Recommendation Systems • Two-Tower Models (User/Item Embeddings)Easy⏱️ ~3 min
What Are Two Tower Models and Why Use Them?
Two tower models, also called dual encoder models, are a neural architecture that learns two separate functions: one encoder for users and another for items. Each encoder transforms heterogeneous input features like user IDs, browsing history, device type, item metadata, and text descriptions into fixed size vectors called embeddings. Both towers output vectors in the same latent space, typically 64 to 256 dimensions, where similarity is measured using dot product or cosine similarity.
The key insight is architectural separation. Because the two towers are independent until the final similarity computation, you can precompute all item embeddings offline once and store them in a vector index. At serving time, you only need one forward pass through the user tower to generate the user embedding, then perform fast nearest neighbor search against millions or billions of precomputed item vectors. YouTube retrieves 100 to 1000 candidates in under 50ms at p99 from catalogs of hundreds of millions of videos using this pattern.
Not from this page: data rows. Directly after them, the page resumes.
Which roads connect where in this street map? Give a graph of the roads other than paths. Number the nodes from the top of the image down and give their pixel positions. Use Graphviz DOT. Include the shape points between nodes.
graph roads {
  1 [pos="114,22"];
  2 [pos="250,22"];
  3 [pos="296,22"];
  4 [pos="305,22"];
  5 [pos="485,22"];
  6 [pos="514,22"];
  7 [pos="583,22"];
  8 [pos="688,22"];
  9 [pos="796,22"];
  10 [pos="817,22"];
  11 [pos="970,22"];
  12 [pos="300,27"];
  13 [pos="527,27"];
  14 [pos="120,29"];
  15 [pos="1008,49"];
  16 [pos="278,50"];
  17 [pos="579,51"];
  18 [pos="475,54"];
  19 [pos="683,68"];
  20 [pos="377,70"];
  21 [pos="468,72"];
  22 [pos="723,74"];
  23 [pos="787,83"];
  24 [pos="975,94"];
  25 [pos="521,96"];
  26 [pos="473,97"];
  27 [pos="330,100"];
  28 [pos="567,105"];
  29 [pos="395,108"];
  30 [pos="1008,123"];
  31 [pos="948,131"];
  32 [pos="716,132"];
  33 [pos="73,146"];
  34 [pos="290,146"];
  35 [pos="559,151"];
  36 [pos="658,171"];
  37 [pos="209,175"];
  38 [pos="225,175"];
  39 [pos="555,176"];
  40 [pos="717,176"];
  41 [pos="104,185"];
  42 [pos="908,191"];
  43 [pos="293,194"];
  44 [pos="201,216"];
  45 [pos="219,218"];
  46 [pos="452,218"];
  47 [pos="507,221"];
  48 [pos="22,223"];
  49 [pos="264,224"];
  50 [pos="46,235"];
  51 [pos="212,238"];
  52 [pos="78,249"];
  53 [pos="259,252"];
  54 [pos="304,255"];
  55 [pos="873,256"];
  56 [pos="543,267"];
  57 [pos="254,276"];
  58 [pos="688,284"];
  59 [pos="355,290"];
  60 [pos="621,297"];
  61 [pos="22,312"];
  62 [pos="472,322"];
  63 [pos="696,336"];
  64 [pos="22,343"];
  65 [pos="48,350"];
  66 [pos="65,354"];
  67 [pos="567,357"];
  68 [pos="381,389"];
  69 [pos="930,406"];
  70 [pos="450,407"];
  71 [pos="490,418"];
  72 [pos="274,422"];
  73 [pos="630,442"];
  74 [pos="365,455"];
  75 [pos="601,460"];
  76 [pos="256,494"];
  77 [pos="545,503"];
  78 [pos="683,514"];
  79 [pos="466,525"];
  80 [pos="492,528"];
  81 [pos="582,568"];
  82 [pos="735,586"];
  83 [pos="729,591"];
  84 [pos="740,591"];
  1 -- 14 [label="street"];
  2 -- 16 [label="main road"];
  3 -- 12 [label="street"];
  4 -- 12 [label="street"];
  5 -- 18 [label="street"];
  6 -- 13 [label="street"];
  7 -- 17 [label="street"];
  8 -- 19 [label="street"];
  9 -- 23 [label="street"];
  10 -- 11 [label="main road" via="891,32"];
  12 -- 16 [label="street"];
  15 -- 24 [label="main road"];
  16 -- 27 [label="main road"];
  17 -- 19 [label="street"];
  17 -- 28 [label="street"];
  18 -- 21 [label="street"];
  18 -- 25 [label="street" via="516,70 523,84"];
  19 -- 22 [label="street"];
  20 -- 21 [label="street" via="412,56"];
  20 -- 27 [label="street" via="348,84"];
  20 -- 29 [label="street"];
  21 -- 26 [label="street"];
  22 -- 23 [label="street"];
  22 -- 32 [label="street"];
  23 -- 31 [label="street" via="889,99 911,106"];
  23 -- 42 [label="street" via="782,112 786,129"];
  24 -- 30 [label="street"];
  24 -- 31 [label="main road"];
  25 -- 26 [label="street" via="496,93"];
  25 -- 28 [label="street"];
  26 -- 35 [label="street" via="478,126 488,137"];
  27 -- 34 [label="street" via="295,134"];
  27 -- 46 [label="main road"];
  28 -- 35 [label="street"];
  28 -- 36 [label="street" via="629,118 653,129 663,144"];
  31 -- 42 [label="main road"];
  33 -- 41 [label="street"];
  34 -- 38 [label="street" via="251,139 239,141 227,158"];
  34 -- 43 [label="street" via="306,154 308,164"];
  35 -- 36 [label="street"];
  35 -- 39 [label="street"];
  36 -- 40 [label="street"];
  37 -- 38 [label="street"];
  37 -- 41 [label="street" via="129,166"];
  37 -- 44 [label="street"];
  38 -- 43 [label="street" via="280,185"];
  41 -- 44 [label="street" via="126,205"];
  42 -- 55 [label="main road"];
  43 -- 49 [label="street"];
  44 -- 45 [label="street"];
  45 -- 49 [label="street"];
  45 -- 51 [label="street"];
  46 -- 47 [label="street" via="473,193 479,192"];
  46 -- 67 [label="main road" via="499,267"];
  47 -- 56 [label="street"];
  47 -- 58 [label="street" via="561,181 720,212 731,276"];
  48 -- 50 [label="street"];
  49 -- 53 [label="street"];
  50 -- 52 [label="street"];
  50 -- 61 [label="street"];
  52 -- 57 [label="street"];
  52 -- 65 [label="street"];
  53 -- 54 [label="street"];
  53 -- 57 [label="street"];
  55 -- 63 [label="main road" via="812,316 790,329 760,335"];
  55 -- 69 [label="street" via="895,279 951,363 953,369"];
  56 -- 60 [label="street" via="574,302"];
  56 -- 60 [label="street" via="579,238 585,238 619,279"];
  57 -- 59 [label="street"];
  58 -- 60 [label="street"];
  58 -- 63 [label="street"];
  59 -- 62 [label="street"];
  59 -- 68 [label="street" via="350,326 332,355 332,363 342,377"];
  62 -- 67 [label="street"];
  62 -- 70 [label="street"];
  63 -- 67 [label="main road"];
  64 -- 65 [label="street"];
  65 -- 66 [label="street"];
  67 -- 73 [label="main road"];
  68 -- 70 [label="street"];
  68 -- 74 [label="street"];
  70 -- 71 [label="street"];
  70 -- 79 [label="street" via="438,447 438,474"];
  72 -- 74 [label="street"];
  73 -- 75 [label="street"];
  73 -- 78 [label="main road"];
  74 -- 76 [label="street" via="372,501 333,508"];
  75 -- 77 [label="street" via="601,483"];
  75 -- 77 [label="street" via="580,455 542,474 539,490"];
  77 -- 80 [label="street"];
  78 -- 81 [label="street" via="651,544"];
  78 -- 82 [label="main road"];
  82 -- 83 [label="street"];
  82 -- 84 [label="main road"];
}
This is fundamentally different from cross encoder models that mix user and item features early with attention mechanisms. Cross encoders are more expressive but require computing a separate score for every user item pair, making them too slow for initial retrieval. Two tower models sacrifice some expressiveness for massive speed gains: you get sub 10ms retrieval over 100 million items on a single machine. Google, Meta, Spotify, and Netflix all use two tower architectures as their first stage candidate generator, feeding 200 to 1000 candidates into a slower but more accurate ranking model.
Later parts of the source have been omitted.